As bands have to now do their own marketing, figure out their demographic, design their own graphics and run themselves like a business, I think PIL were at the forefront of something. And it was very innocent. I’m not a PIL fan at all by the way. Crass were doing exactly the same thing, they just dressed it up in revolutionary packaging and convinced a generation of grubby teens that they were changing the world, as opposed to standing on a stage in front of hundreds of adoring accolytes – just like any other rock band. I agree with you about Lydon after the Pistols. His walking off of TV shows got old amazingly quickly and the media failed to be caught off guard. It’s got to be tough to have peaked at 18 years old.
No, the message I took from that time is:
1. Anything is possible if you’re passionate enough about it and have the energy to work at it.
2. Be yourself.
As you said: “Throw a tantrum and dance around to sub par hard rock in ’shocking’ dressing up box clothes”
was pretty much what punk became, which is why anyone with any brains moved on. I don’t believe in outsiderhood – I think we’re all part of the whole, which is why The Pistols getting on the Grundy Show and the front page of The Mirror was the best thing that could have happened.
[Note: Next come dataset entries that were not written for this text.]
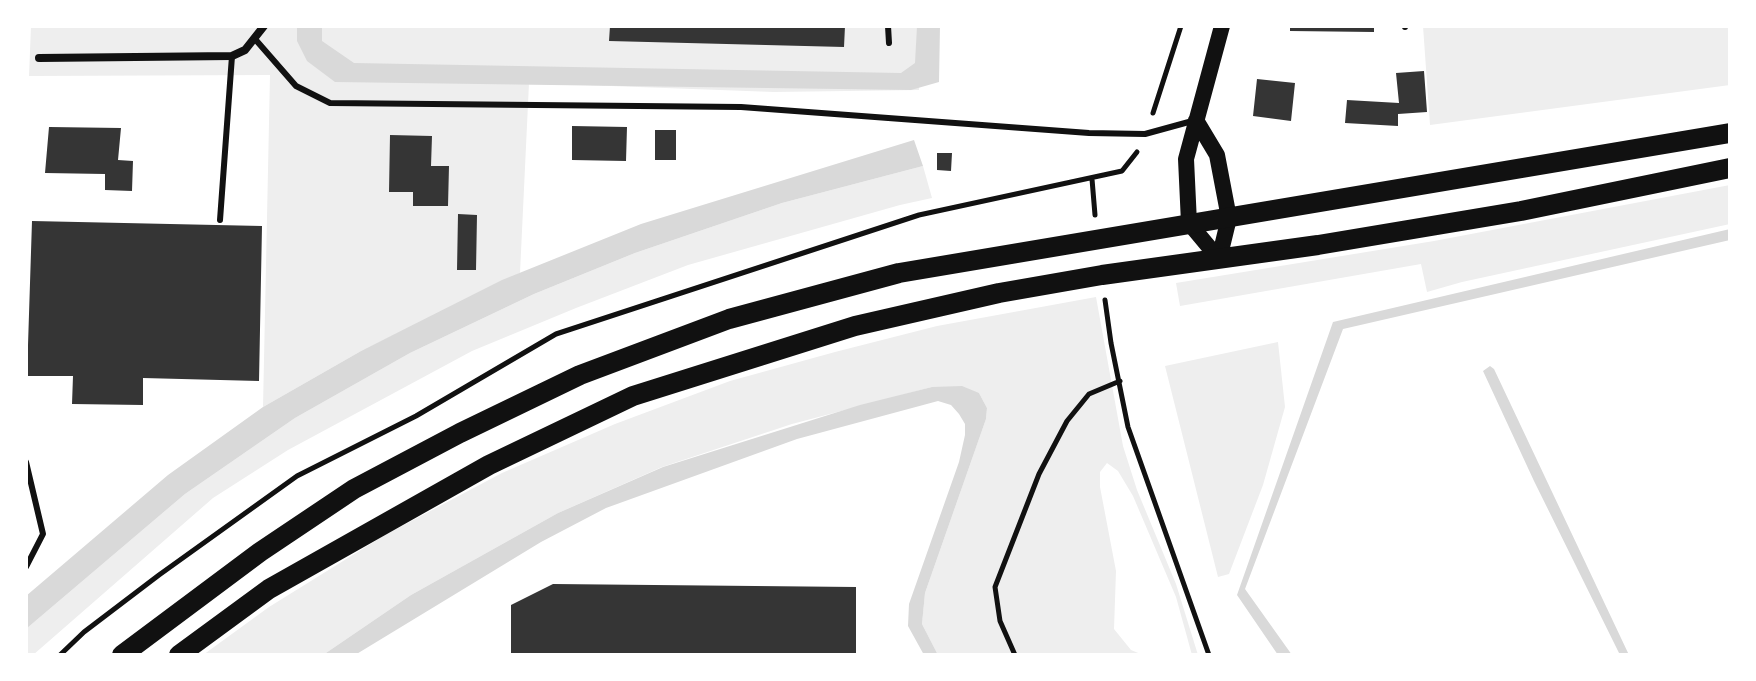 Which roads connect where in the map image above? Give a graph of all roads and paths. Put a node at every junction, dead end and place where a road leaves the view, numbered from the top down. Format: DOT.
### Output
graph roads {
  1 [pos="264,26"];
  2 [pos="888,26"];
  3 [pos="1222,26"];
  4 [pos="255,39"];
  5 [pos="889,43"];
  6 [pos="232,56"];
  7 [pos="39,58"];
  8 [pos="1196,120"];
  9 [pos="1730,133"];
  10 [pos="1730,168"];
  11 [pos="1229,218"];
  12 [pos="220,220"];
  13 [pos="1189,223"];
  14 [pos="1219,259"];
  15 [pos="1102,275"];
  16 [pos="1120,381"];
  17 [pos="26,462"];
  18 [pos="26,567"];
  19 [pos="122,655"];
  20 [pos="179,655"];
  21 [pos="1015,655"];
  22 [pos="1209,655"];
  1 -- 4 [label="street"];
  2 -- 5 [label="lane"];
  3 -- 8 [label="main road"];
  4 -- 6 [label="street"];
  4 -- 8 [label="lane"];
  6 -- 7 [label="street"];
  6 -- 12 [label="lane"];
  8 -- 11 [label="main road"];
  8 -- 13 [label="main road"];
  9 -- 11 [label="main road"];
  10 -- 14 [label="main road"];
  11 -- 13 [label="main road"];
  11 -- 14 [label="main road"];
  13 -- 14 [label="main road"];
  13 -- 19 [label="main road"];
  14 -- 15 [label="main road"];
  15 -- 16 [label="path"];
  15 -- 20 [label="main road"];
  16 -- 21 [label="path"];
  16 -- 22 [label="path"];
  17 -- 18 [label="lane"];
}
It was a genuinely subversive blip, that didn’t last long but, like I said, remained an exemplarary example and inspired millions in ways they couldn’t have dreamed of at the time.
I see you slagging off my opinions but you don’t seem to have put across any of your own. Do you think that owning a dog on a bit of string is going to bring down the beef industry?